Tuesday, December 9, 2008

Dear Mr. President-Elect Week 3: On No Child Left Behind

Dear Mr. President-Elect Obama:

This week, I offer what will no doubt be the first of many commentaries on No Child Left Behind. This week’s thoughts have been provoked by David Brooks, whose column in Friday’s New York Times (12/5/08) seems to me to typify the attitude among those who have no experience with education towards those of us who have spent our lives working in the field and the significant and widespread problems we face. Mr. Brooks opens his column with this:


“As in many other areas, the biggest education debates are happening within the Democratic Party. On the one hand, there are the reformers like Joel Klein and Michelle Rhee, who support merit pay for good teachers, charter schools and tough accountability standards. On the other hand, there are the teachers’ unions and the members of the Ed School establishment, who emphasize greater funding, smaller class sizes and superficial reforms.”

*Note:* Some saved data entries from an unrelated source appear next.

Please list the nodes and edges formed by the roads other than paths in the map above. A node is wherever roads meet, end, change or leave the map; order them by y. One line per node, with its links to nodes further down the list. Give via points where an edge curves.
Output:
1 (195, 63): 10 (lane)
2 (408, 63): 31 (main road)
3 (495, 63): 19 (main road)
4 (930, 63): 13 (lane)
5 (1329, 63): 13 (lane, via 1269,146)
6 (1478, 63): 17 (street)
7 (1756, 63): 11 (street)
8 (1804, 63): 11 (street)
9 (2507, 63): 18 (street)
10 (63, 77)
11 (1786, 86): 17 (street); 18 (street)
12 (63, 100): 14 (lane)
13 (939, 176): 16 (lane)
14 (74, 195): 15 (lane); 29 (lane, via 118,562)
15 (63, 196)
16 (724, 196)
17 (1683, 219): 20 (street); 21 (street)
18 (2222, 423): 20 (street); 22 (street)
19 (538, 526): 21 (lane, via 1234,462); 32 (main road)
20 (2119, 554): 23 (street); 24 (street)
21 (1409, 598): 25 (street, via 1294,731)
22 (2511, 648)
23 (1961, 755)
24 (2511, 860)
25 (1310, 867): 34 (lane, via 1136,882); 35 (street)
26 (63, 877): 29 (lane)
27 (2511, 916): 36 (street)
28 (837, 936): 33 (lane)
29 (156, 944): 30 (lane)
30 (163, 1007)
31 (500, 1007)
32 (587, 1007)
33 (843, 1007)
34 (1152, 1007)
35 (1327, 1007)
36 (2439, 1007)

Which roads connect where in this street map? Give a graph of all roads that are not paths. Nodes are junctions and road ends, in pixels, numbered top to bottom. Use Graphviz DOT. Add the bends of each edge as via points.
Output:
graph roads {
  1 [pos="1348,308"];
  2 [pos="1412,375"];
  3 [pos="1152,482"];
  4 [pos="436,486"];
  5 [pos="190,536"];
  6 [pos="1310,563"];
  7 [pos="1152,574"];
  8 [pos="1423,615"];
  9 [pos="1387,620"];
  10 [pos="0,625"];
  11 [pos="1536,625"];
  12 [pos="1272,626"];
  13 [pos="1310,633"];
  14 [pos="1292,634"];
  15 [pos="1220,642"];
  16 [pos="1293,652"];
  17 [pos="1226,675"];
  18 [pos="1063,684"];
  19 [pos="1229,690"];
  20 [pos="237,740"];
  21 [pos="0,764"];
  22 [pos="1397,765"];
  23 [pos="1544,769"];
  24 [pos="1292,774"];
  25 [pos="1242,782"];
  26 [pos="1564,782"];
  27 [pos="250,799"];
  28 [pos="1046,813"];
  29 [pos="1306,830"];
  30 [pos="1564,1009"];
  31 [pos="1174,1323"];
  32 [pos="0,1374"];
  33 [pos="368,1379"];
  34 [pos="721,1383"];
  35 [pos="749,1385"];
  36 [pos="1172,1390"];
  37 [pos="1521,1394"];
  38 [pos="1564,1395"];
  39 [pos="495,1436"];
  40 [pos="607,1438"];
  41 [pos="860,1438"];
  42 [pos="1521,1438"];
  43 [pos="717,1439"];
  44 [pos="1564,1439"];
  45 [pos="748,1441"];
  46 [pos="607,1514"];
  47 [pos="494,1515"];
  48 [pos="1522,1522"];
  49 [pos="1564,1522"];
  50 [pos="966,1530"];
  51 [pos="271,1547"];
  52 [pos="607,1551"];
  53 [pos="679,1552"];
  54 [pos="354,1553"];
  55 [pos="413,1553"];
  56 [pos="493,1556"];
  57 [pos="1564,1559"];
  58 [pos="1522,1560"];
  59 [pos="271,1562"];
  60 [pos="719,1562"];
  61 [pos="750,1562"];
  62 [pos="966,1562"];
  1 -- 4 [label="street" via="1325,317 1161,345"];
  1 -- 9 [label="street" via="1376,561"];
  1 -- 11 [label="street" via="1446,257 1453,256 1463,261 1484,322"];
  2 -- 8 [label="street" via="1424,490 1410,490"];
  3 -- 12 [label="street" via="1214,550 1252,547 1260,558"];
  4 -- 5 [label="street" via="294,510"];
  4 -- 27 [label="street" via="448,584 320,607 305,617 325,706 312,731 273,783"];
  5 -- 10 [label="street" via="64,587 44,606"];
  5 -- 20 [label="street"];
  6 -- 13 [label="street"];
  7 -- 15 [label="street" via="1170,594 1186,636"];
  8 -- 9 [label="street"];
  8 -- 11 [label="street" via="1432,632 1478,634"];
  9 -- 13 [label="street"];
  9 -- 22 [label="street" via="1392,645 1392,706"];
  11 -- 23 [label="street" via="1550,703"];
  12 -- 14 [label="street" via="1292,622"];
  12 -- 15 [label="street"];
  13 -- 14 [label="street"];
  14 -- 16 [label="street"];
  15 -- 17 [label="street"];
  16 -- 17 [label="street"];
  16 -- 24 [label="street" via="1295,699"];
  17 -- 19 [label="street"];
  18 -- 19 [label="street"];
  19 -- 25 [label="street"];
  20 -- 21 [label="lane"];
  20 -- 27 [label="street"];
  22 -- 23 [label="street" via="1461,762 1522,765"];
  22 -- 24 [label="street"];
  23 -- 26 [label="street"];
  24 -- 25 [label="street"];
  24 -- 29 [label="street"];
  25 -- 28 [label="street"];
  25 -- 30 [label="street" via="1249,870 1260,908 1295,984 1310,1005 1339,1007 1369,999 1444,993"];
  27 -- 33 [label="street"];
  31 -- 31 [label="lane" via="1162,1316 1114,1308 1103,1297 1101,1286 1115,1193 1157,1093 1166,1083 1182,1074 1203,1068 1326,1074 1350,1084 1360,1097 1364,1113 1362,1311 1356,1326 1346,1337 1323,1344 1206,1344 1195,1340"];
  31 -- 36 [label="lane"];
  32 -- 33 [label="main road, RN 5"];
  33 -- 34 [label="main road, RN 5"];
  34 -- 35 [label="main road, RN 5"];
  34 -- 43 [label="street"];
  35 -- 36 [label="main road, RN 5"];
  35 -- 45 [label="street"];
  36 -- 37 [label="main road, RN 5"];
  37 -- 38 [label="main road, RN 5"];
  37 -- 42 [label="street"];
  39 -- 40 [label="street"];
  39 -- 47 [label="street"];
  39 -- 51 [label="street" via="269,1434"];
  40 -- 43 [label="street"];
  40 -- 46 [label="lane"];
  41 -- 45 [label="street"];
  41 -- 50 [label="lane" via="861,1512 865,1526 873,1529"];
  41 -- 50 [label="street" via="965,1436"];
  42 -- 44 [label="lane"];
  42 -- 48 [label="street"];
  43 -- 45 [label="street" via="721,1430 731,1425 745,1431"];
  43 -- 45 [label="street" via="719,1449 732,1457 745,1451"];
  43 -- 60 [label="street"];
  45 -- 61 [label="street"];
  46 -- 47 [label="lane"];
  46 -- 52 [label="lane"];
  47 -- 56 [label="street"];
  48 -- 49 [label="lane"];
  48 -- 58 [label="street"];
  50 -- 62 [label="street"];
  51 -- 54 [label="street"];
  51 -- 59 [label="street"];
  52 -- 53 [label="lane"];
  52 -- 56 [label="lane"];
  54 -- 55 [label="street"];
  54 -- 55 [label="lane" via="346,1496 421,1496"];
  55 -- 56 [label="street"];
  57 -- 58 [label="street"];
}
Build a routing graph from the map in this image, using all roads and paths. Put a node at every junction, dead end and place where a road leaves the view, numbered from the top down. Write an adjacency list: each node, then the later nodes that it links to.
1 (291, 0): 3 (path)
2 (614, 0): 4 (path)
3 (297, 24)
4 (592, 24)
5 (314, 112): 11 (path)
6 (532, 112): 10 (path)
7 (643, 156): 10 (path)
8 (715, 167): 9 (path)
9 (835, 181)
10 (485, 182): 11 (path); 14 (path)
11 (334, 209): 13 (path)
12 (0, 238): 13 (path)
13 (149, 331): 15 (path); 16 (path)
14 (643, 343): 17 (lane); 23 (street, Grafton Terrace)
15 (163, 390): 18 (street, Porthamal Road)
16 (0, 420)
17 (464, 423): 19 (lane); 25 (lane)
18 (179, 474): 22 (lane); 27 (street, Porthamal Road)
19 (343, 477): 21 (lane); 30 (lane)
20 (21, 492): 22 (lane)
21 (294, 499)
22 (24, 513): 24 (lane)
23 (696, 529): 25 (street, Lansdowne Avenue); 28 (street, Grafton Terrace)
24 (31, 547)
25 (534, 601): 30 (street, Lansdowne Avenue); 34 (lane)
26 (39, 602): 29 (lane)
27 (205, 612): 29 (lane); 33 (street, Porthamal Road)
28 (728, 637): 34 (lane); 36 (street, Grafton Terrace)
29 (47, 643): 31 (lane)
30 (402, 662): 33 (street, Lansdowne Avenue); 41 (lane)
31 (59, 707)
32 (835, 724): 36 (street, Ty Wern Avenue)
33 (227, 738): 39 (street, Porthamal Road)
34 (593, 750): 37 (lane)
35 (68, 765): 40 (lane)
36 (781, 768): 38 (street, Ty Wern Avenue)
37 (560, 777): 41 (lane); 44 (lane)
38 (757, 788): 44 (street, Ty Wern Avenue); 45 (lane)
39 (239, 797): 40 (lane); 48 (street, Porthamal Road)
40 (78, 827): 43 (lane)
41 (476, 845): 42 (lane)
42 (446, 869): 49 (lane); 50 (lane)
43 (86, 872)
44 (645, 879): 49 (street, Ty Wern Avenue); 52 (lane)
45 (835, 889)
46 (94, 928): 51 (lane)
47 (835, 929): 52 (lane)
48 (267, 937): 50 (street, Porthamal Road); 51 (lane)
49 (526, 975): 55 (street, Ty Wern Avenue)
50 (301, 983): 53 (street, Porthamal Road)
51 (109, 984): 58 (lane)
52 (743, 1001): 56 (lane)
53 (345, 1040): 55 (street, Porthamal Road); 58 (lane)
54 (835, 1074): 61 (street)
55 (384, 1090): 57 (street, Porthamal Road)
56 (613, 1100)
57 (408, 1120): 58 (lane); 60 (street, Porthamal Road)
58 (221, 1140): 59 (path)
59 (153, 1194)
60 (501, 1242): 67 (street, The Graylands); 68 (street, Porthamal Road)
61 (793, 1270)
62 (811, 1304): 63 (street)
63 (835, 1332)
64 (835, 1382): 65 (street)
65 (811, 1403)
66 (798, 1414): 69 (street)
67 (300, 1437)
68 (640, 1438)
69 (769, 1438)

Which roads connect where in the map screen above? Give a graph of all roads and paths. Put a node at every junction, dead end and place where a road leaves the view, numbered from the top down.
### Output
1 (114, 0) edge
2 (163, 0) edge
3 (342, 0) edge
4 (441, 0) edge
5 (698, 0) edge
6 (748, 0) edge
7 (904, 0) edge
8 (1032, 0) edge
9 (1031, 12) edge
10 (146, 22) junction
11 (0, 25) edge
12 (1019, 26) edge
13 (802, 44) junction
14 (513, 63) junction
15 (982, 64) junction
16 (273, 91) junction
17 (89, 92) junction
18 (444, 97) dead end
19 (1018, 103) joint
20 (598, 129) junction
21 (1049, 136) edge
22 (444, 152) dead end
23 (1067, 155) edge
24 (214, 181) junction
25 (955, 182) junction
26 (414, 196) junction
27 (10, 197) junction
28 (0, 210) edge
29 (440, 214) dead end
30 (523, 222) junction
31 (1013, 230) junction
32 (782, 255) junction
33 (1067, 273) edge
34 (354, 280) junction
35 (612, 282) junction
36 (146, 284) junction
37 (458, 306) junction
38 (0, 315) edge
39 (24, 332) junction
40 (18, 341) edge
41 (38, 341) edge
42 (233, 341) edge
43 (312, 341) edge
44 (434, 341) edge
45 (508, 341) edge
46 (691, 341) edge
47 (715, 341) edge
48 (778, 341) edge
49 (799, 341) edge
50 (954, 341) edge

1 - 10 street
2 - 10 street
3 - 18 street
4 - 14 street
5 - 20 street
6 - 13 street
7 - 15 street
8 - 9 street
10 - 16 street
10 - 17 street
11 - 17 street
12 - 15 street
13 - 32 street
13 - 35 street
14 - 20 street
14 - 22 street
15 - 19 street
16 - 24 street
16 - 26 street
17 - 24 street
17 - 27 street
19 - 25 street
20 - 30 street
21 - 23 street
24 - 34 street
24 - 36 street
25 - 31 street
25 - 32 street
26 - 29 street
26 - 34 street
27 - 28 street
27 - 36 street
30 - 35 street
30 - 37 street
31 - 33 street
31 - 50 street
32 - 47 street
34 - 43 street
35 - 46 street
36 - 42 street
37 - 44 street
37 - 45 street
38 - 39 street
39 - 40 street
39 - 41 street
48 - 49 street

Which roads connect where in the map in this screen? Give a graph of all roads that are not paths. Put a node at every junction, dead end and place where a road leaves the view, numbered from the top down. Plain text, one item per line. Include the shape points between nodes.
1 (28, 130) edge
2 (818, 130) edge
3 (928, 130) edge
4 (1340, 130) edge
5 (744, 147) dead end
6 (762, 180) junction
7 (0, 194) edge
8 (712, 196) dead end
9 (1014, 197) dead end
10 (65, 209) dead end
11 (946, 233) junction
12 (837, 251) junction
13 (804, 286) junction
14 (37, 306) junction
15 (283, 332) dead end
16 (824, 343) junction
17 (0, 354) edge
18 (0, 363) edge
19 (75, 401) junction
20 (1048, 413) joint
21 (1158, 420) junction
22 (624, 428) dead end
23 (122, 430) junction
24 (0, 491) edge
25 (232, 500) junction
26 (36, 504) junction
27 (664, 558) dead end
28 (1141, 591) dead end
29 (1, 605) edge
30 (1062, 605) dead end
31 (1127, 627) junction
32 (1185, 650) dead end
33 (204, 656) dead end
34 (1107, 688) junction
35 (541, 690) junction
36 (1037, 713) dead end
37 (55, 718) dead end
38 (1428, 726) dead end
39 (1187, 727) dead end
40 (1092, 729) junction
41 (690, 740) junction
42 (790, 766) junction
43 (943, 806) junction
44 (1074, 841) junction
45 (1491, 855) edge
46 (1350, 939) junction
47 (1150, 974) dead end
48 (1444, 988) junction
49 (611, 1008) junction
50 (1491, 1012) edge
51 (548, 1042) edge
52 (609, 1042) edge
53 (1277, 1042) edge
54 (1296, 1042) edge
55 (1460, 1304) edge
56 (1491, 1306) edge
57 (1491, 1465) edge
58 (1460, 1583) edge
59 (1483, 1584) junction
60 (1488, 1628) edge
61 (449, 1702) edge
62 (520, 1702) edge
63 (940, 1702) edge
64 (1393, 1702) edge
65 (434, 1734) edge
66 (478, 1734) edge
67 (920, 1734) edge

Rhetorical problems with that statement abound; primarily, he offers a vastly over-simplified dichotomy suggesting that all Democratic viewpoints can be fairly distilled into these two positions. He does not take the time to explain that the two positions are not mutually exclusive, and so are not dichotomous, and, indeed, it would not suit his purpose to do so. Equally misleading is the lumping together of all people involved in teachers’ unions and members of schools of education, the implication being that all members of teachers’ unions are of one opinion about what should be done to improve education, as are all members of all schools of education. Mr. Brooks would even have it that all members of teachers’ unions and all members of the “Ed School establishment” are of a single mind. If Mr. Brooks is to be believed, there is not a single member of a teacher’s union nor a single member of a school of education who supports either merit pay, charter schools, or tough accountability standards. Mr. Brooks’ most egregious oversimplification is his use of the term “superficial reforms,” which he does not detail. The word “superficial” is deliberately loaded to suggest that those people with whom Mr. Brooks disagrees are not serious thinkers, do not seriously care about education or the students in their care, and are too lazy, foolish and irresponsible to support any initiative that could actually result in substantive improvement in education in America.


Mr. Brooks intended, of course, to write an opinion piece, and he is entitled to his opinion, but opinions carry a great deal more conviction when they rest upon carefully delineated facts and an equally carefully explained line of reasoning. In relying on this collocation of cheap linguistic manipulations to reduce widely varied and complex attitudes to monolithic follies, Mr. Brooks treats a wide range of professionals with a contempt that they do not deserve.


I wish to ask you not to do the same.


The remainder of Brooks’ argument rests on a string of additional unsubstantiated claims: Linda Darling-Hammond promotes “weaker reforms” (no details supplied; no validation of the claim that her positions are “weaker”—not even any specification as to what positions are stronger), for instance. Brooks also makes the sweeping claim that “For the first time in decades, there is real momentum for reform.” He does not provide any evidence of this momentum, nor does he specify what he means by reform, though toward the end of the article, he offers what appears to be his definition:


“No Child Left Behind is about to be reauthorized. Everyone has reservations about that law, but it is the glaring spotlight that reveals and pierces the complacency at mediocre schools. If accountability standards are watered down, as the establishment wants, then real reform will fade.”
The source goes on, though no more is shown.